Keith studied him closely before asking, “How far does your turf go, Lenny?”
Lenny thought for a moment, clearly reluctant to answer, but due to the Sheriff’s warning glare, decided to comply. “From Vega down to the Hearst Campus.”
Keith nodded, lost in thought. “You got your deal, Lenny, but if I find out you had anything at all to do with David’s death, I promise, I’ll come after you.”
“Look. I cared about that kid. I really did- I hope you catch who did this, cause me and my crew didn’t have nothing to do with it.”
With that, Keith exchanged an understanding glance with Carr and walked out of the interrogation room.
“Sacks!” he called. “Get me the cold case file for Emmanuel Gallo.”
“Yes, sir.”
The Sheriff returned to his office with the file, opened it up and began searching through the various pages. When Mannie’s death had occurred, Keith wasn’t the Sheriff yet and by the time he replaced the deceased Don Lamb, there was no reason to suspect his death was anything other than an accident. But there, staring up at him from the toxicology report, was a very familiar sight. The drug cocktail that Mannie overdosed on was exactly the same as the prostitute who’d claimed to witness Veronica’s kidnapping up in L.A. He didn’t even have to look at the other file - he knew it by heart.

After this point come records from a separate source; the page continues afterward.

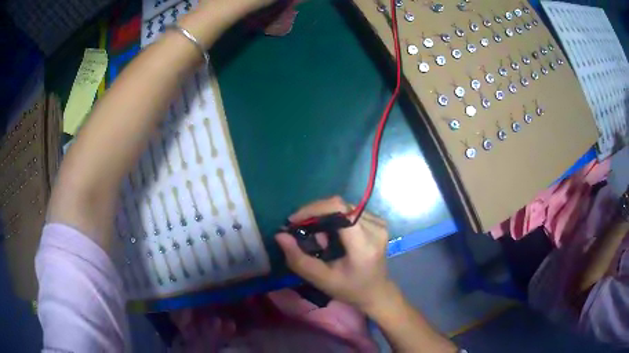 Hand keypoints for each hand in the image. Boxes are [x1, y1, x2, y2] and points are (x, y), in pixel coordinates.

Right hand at [275, 196, 396, 311]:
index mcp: (363, 245)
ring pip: (343, 206)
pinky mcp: (379, 221)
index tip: (294, 220)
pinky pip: (351, 210)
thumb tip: (280, 235)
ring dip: (325, 217)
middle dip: (315, 214)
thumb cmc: (349, 289)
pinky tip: (332, 235)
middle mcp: (375, 228)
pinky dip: (335, 218)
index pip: (340, 210)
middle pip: (339, 206)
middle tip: (303, 232)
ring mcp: (380, 223)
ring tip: (318, 237)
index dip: (313, 209)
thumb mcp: (321, 279)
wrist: (376, 292)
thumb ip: (298, 259) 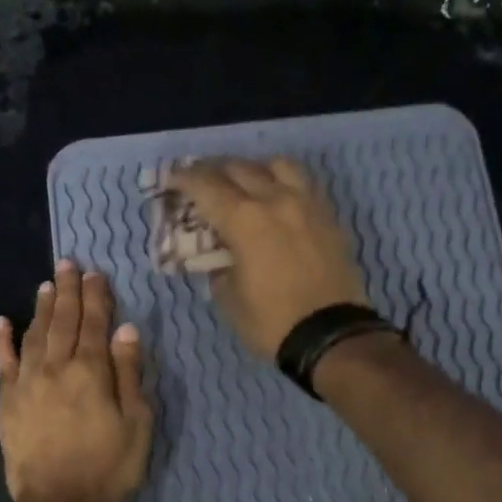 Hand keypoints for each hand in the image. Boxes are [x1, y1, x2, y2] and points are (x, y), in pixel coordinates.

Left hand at [0, 260, 152, 501]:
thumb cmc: (108, 467)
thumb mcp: (137, 423)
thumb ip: (129, 373)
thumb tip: (126, 329)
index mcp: (91, 371)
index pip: (94, 323)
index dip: (96, 296)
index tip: (95, 273)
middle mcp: (55, 367)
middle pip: (62, 320)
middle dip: (67, 290)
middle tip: (68, 264)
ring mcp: (26, 383)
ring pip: (34, 334)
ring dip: (41, 307)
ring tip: (47, 285)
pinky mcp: (7, 402)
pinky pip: (3, 362)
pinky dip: (3, 340)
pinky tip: (3, 321)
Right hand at [165, 157, 368, 358]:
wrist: (331, 335)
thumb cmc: (271, 321)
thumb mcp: (228, 299)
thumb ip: (217, 267)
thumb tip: (220, 255)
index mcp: (244, 219)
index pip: (206, 185)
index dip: (183, 178)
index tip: (171, 179)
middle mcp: (275, 199)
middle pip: (238, 167)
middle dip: (213, 170)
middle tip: (199, 181)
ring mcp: (306, 204)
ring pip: (277, 165)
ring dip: (253, 168)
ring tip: (243, 183)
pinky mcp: (328, 216)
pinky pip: (303, 183)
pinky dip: (282, 182)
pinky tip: (276, 199) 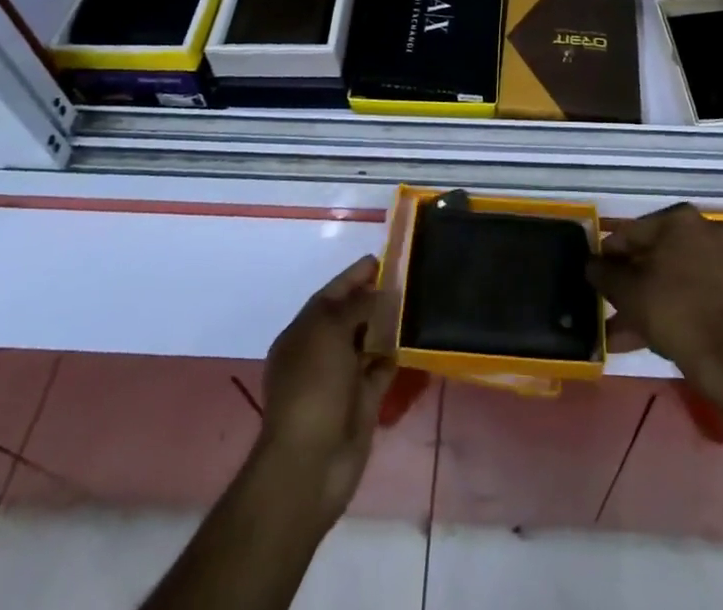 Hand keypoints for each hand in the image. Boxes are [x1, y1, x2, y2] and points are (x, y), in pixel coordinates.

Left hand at [256, 256, 395, 523]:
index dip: (355, 276)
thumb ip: (357, 306)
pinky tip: (416, 338)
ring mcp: (342, 378)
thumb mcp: (329, 332)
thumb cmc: (313, 388)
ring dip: (389, 324)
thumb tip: (381, 294)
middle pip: (351, 316)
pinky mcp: (363, 401)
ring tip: (419, 301)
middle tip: (410, 276)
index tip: (384, 258)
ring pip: (369, 341)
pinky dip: (396, 354)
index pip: (331, 294)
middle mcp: (321, 352)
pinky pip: (382, 368)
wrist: (311, 464)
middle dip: (375, 297)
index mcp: (303, 333)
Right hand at [587, 204, 722, 399]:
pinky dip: (663, 307)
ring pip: (667, 277)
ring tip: (615, 328)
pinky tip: (636, 335)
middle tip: (605, 300)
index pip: (631, 232)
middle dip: (626, 281)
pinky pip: (684, 292)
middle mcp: (701, 230)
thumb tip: (590, 264)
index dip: (608, 255)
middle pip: (650, 254)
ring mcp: (717, 260)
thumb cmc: (670, 308)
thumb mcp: (625, 289)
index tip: (594, 275)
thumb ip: (602, 272)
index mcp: (679, 219)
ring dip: (641, 299) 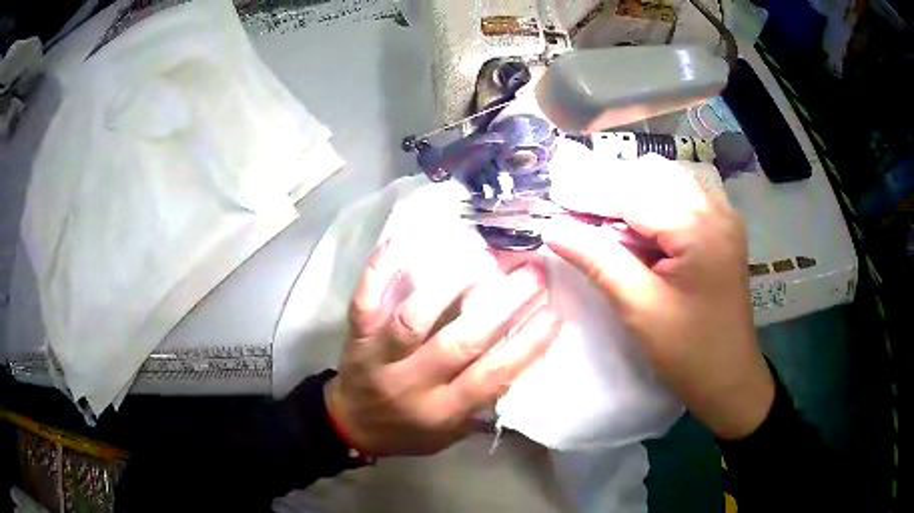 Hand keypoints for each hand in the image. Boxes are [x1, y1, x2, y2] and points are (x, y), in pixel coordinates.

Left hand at [325, 241, 562, 455]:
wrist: (351, 425)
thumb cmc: (408, 431)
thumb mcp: (451, 434)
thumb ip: (483, 404)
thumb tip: (520, 361)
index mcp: (441, 411)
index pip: (492, 377)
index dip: (528, 344)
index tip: (554, 312)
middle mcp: (411, 383)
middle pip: (459, 343)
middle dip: (502, 305)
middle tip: (532, 273)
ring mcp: (378, 356)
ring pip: (413, 318)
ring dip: (450, 285)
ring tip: (483, 258)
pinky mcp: (357, 335)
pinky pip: (364, 300)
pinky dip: (380, 271)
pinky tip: (402, 242)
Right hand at [545, 155, 774, 439]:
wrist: (730, 379)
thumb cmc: (689, 351)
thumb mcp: (640, 308)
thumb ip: (598, 260)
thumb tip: (553, 229)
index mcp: (700, 227)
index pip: (635, 193)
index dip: (591, 194)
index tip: (554, 200)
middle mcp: (716, 209)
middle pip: (653, 176)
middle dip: (611, 189)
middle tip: (576, 212)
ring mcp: (723, 217)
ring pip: (667, 182)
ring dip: (631, 194)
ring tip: (600, 220)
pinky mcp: (722, 230)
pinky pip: (682, 198)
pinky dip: (653, 205)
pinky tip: (635, 228) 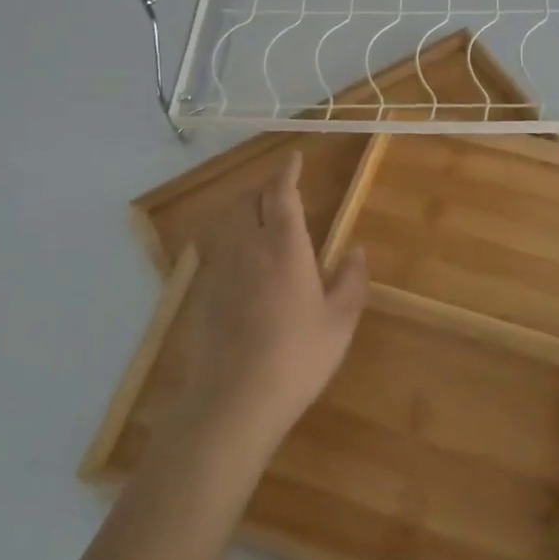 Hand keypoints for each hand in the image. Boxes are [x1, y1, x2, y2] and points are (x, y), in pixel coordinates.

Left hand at [173, 150, 368, 458]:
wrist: (232, 402)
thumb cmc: (296, 358)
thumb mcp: (339, 323)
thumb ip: (351, 281)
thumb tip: (357, 251)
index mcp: (283, 247)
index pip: (281, 194)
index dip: (287, 172)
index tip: (294, 158)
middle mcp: (247, 248)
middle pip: (247, 201)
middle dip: (263, 187)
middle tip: (281, 190)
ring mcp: (219, 270)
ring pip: (227, 222)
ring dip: (243, 210)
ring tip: (260, 218)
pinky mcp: (201, 293)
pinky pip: (215, 250)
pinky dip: (230, 239)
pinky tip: (241, 261) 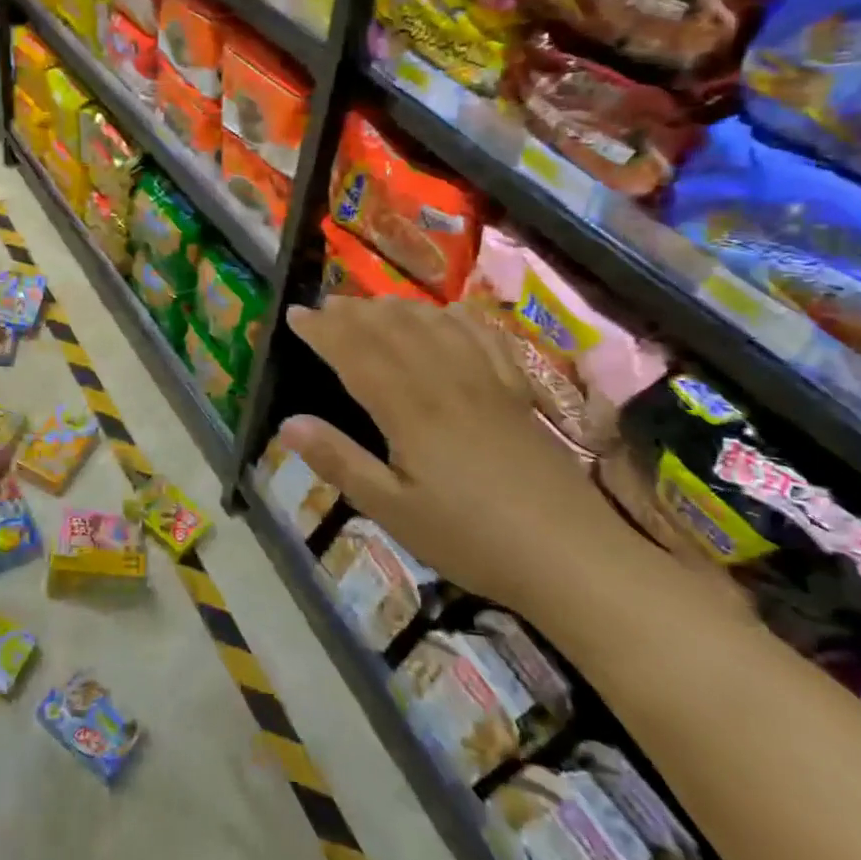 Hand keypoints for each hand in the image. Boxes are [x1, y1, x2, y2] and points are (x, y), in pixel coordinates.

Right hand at [281, 295, 652, 621]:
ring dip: (398, 308)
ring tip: (372, 304)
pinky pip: (485, 339)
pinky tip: (449, 312)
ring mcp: (487, 383)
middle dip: (353, 313)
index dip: (323, 331)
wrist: (572, 555)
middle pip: (393, 331)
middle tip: (324, 305)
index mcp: (410, 410)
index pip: (356, 354)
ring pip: (435, 326)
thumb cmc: (472, 539)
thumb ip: (340, 462)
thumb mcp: (394, 511)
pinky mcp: (517, 393)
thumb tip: (288, 424)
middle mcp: (446, 382)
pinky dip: (459, 319)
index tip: (295, 315) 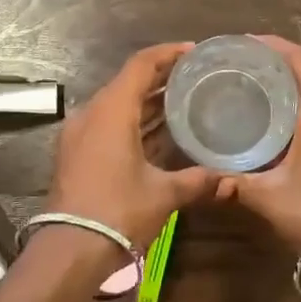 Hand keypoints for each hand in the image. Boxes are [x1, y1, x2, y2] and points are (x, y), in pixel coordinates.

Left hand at [46, 44, 218, 255]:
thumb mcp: (164, 194)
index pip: (141, 65)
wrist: (68, 250)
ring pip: (117, 104)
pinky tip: (158, 134)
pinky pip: (108, 123)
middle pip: (128, 82)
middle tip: (194, 77)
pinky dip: (133, 121)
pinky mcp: (76, 153)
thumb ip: (198, 181)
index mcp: (112, 110)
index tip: (193, 51)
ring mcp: (80, 133)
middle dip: (161, 78)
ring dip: (147, 102)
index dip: (168, 54)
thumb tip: (231, 180)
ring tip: (183, 101)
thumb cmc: (118, 212)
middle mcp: (92, 113) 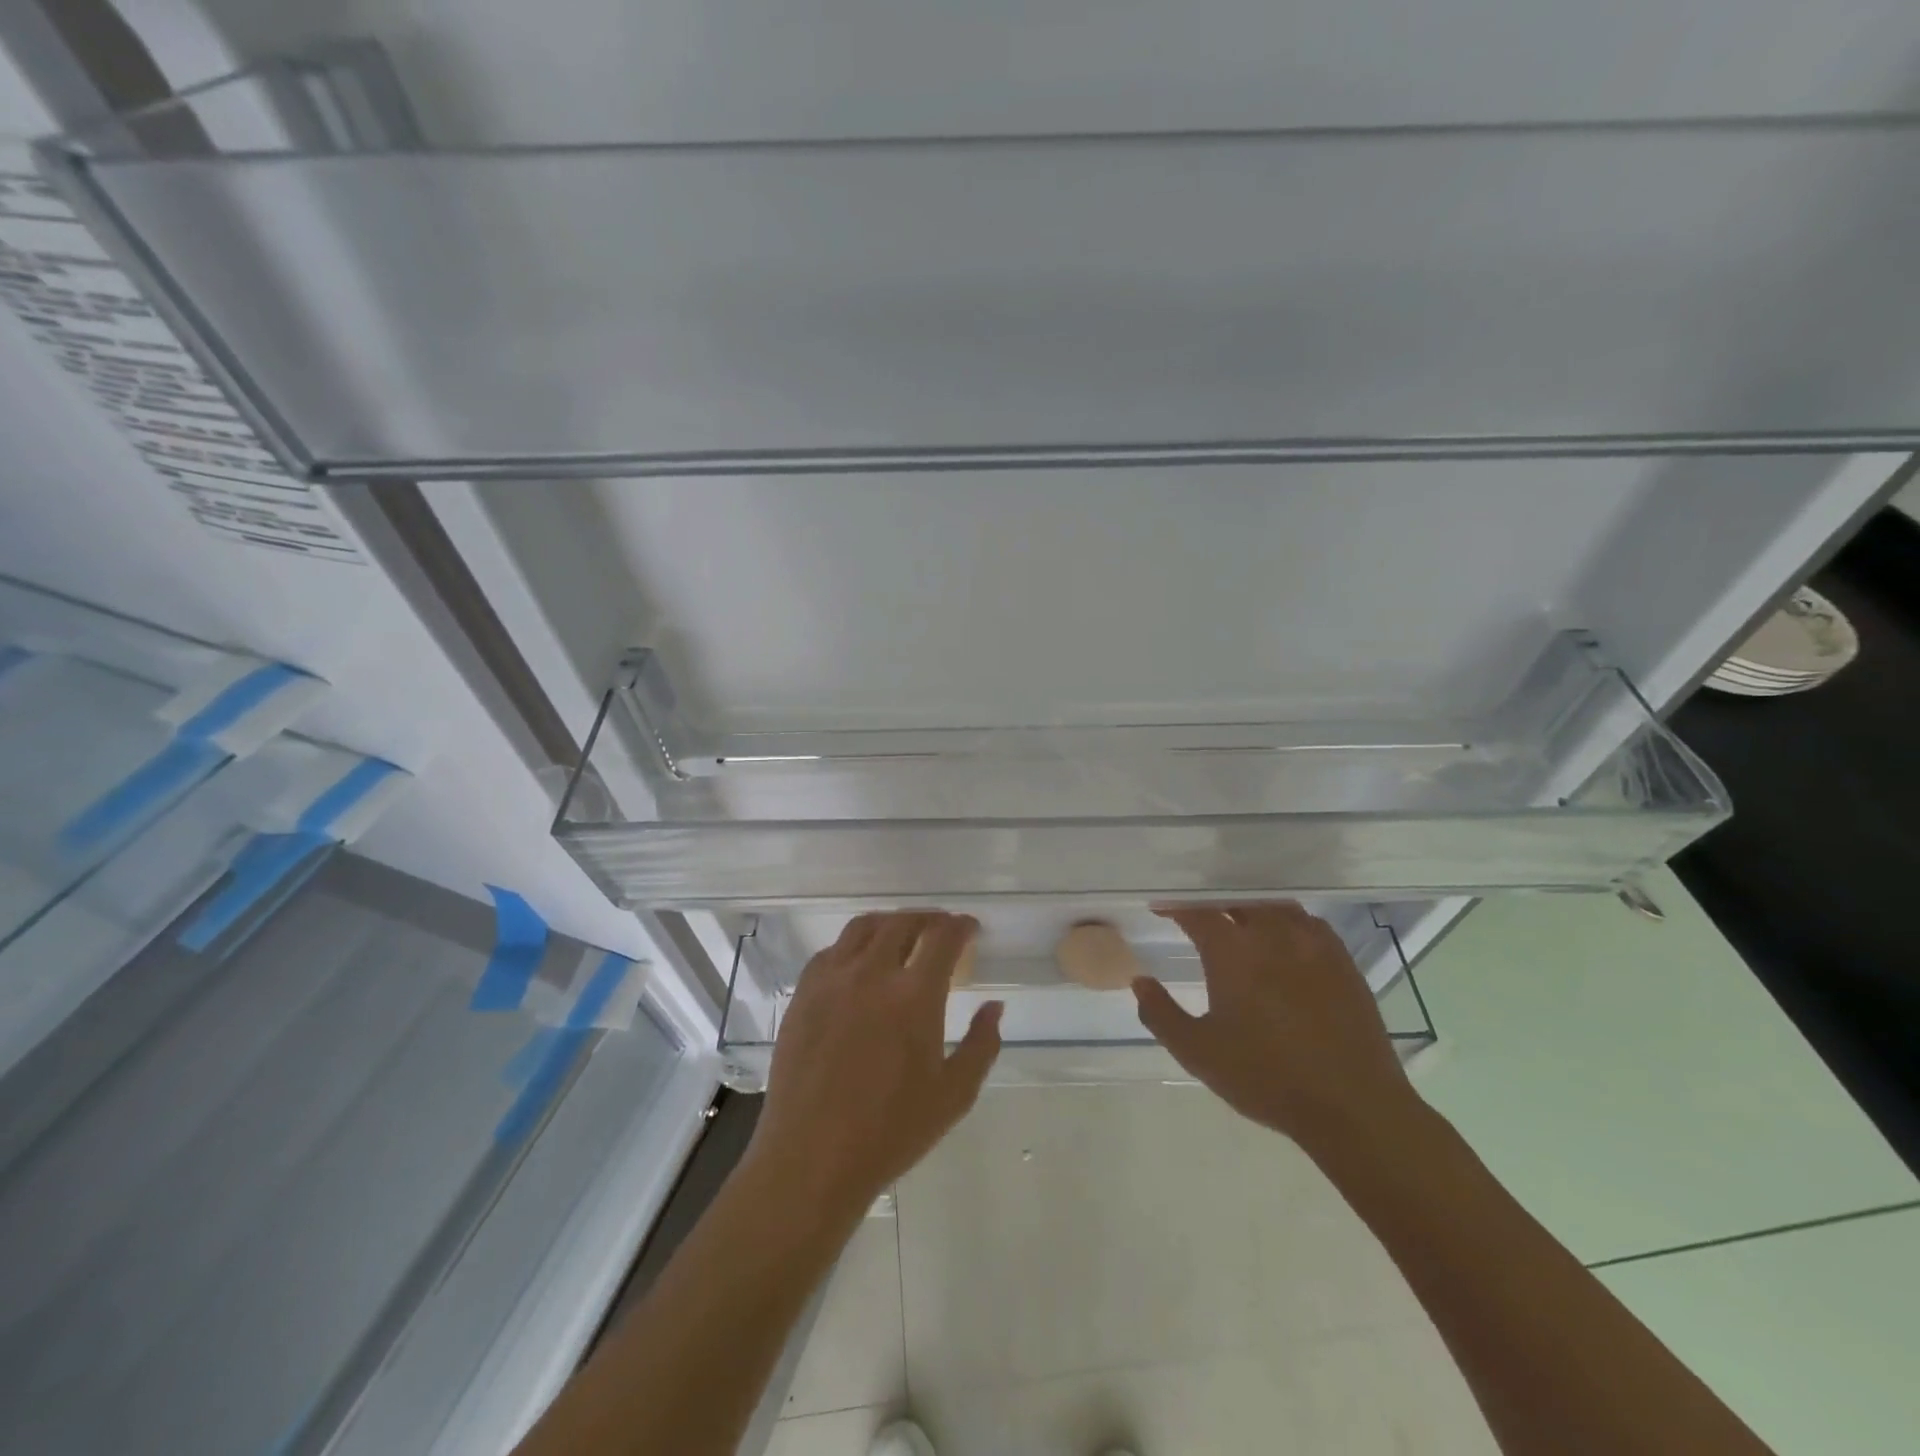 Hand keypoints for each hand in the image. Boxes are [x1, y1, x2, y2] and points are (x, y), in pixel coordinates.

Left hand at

It wasn’t a smoking gun by any means but it was definitely a start. He had a murderer to catch and hopefully with it would come the answers he’d been searching over ten years for.
“Hello?”
Logan paused, still groggy from sleep, waiting for the person on the other end of the phone line to say something. He got up from his warm bed and moved out of the room, not wanting to wake his sleeping wife.
“Hello? Who is this and why are you calling me so late?” he asked, irritation tingeing his voice. “You better say something or-“
“It’s me,” the female voice finally responded. Her voice was soft yet thick, like she’d been woken from sleep as he had. “Hey. I’m sorry.”
“Veronica? Is there something wrong?” he asked, concerned.
It had been almost two months since the incident at the Camelot – since he almost cheated on his wife. Logan hadn’t seen or heard from her in that time, and he was just a little bit grateful. He thought he would have had better resolve, after all it’d been more than ten years. But he’d obviously misjudged their connection, simply chosen to ignore the fact that epic never went away.
“No. Not really,” she paused slightly. “I’m sorry woke you up. I’ll go.”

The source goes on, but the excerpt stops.